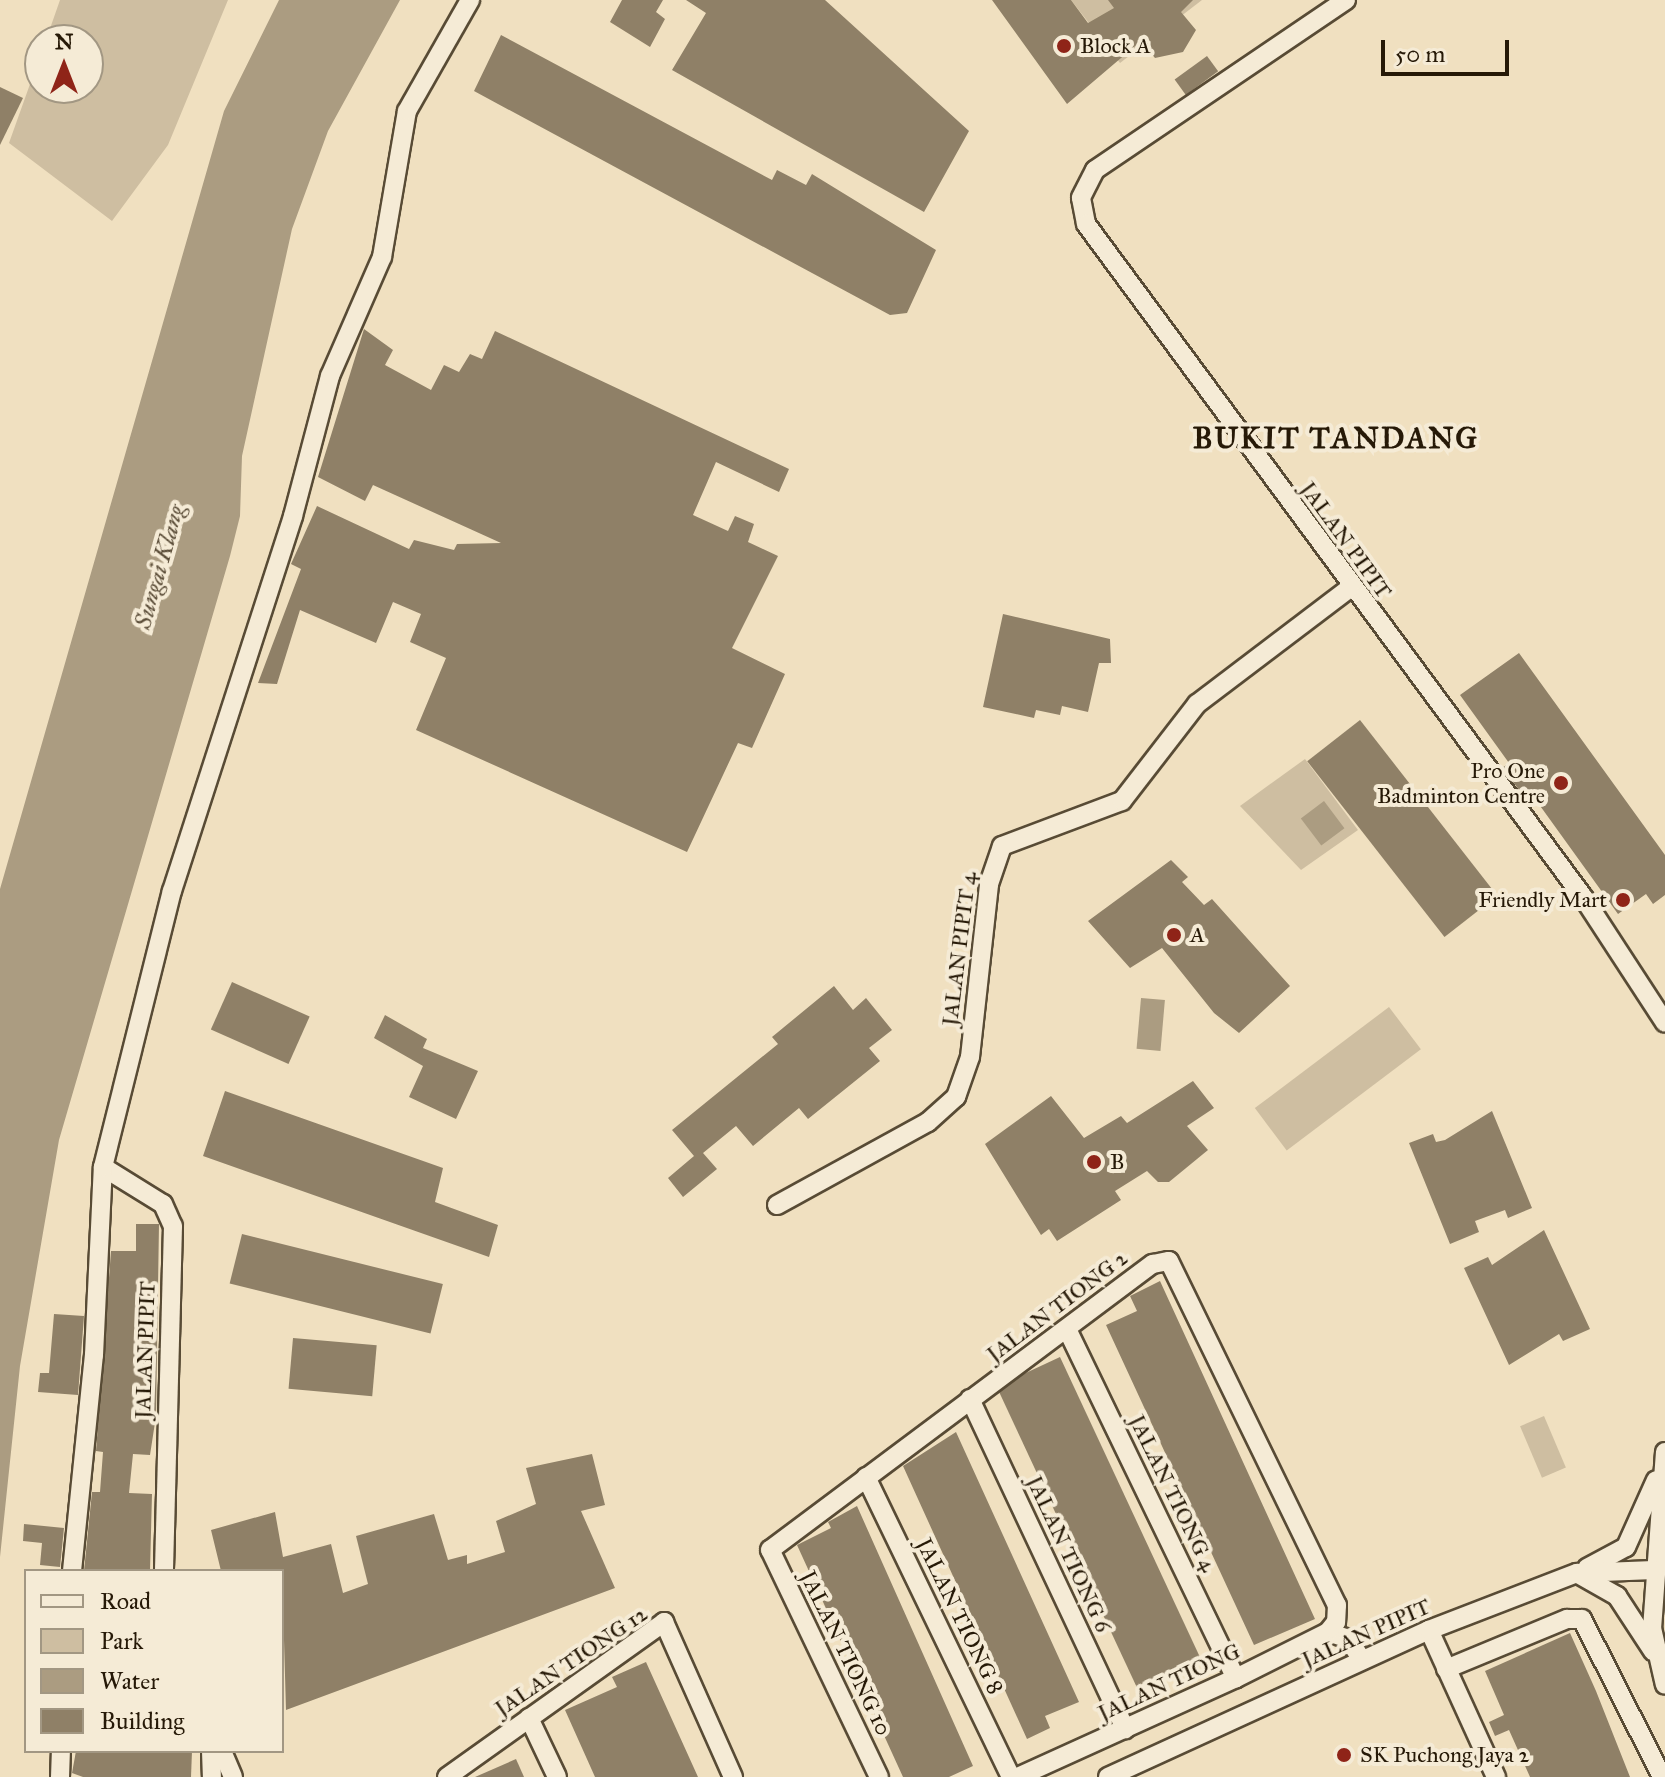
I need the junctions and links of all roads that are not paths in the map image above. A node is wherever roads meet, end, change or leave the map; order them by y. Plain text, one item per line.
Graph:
1 (470, 0) edge
2 (1346, 0) edge
3 (1350, 588) junction
4 (1665, 1023) edge
5 (103, 1167) junction
6 (777, 1205) dead end
7 (1067, 1329) junction
8 (970, 1399) junction
9 (1665, 1452) edge
10 (1664, 1459) edge
11 (866, 1477) junction
12 (770, 1550) joint
13 (72, 1569) edge
14 (164, 1569) edge
15 (1654, 1570) junction
16 (1577, 1573) junction
17 (1332, 1627) junction
18 (1429, 1630) junction
19 (1654, 1653) junction
20 (1362, 1660) junction
21 (1446, 1669) junction
22 (1236, 1678) junction
23 (1665, 1685) edge
24 (529, 1718) junction
25 (1125, 1729) junction
26 (61, 1753) edge
27 (211, 1753) edge
28 (223, 1753) edge
29 (60, 1777) edge
30 (212, 1777) edge
31 (233, 1777) edge
32 (447, 1777) edge
33 (557, 1777) edge
34 (733, 1777) edge
35 (879, 1777) edge
36 (1011, 1777) edge
37 (1018, 1777) edge
38 (1108, 1777) edge
39 (1496, 1777) edge
40 (1662, 1777) edge

1 - 5 street
2 - 3 street, JALAN PIPIT
3 - 4 street, JALAN PIPIT
3 - 6 street, JALAN PIPIT 4
5 - 13 street
5 - 14 street, JALAN PIPIT
7 - 8 street, JALAN TIONG 2
7 - 17 street, JALAN TIONG 2
7 - 22 street, JALAN TIONG 4
8 - 11 street, JALAN TIONG 2
8 - 25 street, JALAN TIONG 6
9 - 10 street
10 - 15 street
10 - 16 street
11 - 12 street, JALAN TIONG 2
11 - 36 street, JALAN TIONG 8
12 - 35 street, JALAN TIONG 10
15 - 16 street, JALAN PIPIT
15 - 19 street
16 - 18 street, JALAN PIPIT
16 - 19 street
17 - 20 street
17 - 22 street, JALAN TIONG
18 - 20 street, JALAN PIPIT
18 - 21 street
19 - 23 street
20 - 38 street, JALAN PIPIT
21 - 39 street
21 - 40 street
22 - 25 street, JALAN TIONG
24 - 32 street, JALAN TIONG 12
24 - 33 street
24 - 34 street, JALAN TIONG 12
25 - 37 street, JALAN TIONG
26 - 29 street
27 - 30 street
28 - 31 street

Task directions
Leave the pictures out and print the whole listing precisely.

Result of this task
I need the junctions and links of all roads that are not paths in the map image above. A node is wherever roads meet, end, change or leave the map; order them by y. Plain text, one item per line.
Graph:
1 (470, 0) edge
2 (1346, 0) edge
3 (1350, 588) junction
4 (1665, 1023) edge
5 (103, 1167) junction
6 (777, 1205) dead end
7 (1067, 1329) junction
8 (970, 1399) junction
9 (1665, 1452) edge
10 (1664, 1459) edge
11 (866, 1477) junction
12 (770, 1550) joint
13 (72, 1569) edge
14 (164, 1569) edge
15 (1654, 1570) junction
16 (1577, 1573) junction
17 (1332, 1627) junction
18 (1429, 1630) junction
19 (1654, 1653) junction
20 (1362, 1660) junction
21 (1446, 1669) junction
22 (1236, 1678) junction
23 (1665, 1685) edge
24 (529, 1718) junction
25 (1125, 1729) junction
26 (61, 1753) edge
27 (211, 1753) edge
28 (223, 1753) edge
29 (60, 1777) edge
30 (212, 1777) edge
31 (233, 1777) edge
32 (447, 1777) edge
33 (557, 1777) edge
34 (733, 1777) edge
35 (879, 1777) edge
36 (1011, 1777) edge
37 (1018, 1777) edge
38 (1108, 1777) edge
39 (1496, 1777) edge
40 (1662, 1777) edge

1 - 5 street
2 - 3 street, JALAN PIPIT
3 - 4 street, JALAN PIPIT
3 - 6 street, JALAN PIPIT 4
5 - 13 street
5 - 14 street, JALAN PIPIT
7 - 8 street, JALAN TIONG 2
7 - 17 street, JALAN TIONG 2
7 - 22 street, JALAN TIONG 4
8 - 11 street, JALAN TIONG 2
8 - 25 street, JALAN TIONG 6
9 - 10 street
10 - 15 street
10 - 16 street
11 - 12 street, JALAN TIONG 2
11 - 36 street, JALAN TIONG 8
12 - 35 street, JALAN TIONG 10
15 - 16 street, JALAN PIPIT
15 - 19 street
16 - 18 street, JALAN PIPIT
16 - 19 street
17 - 20 street
17 - 22 street, JALAN TIONG
18 - 20 street, JALAN PIPIT
18 - 21 street
19 - 23 street
20 - 38 street, JALAN PIPIT
21 - 39 street
21 - 40 street
22 - 25 street, JALAN TIONG
24 - 32 street, JALAN TIONG 12
24 - 33 street
24 - 34 street, JALAN TIONG 12
25 - 37 street, JALAN TIONG
26 - 29 street
27 - 30 street
28 - 31 street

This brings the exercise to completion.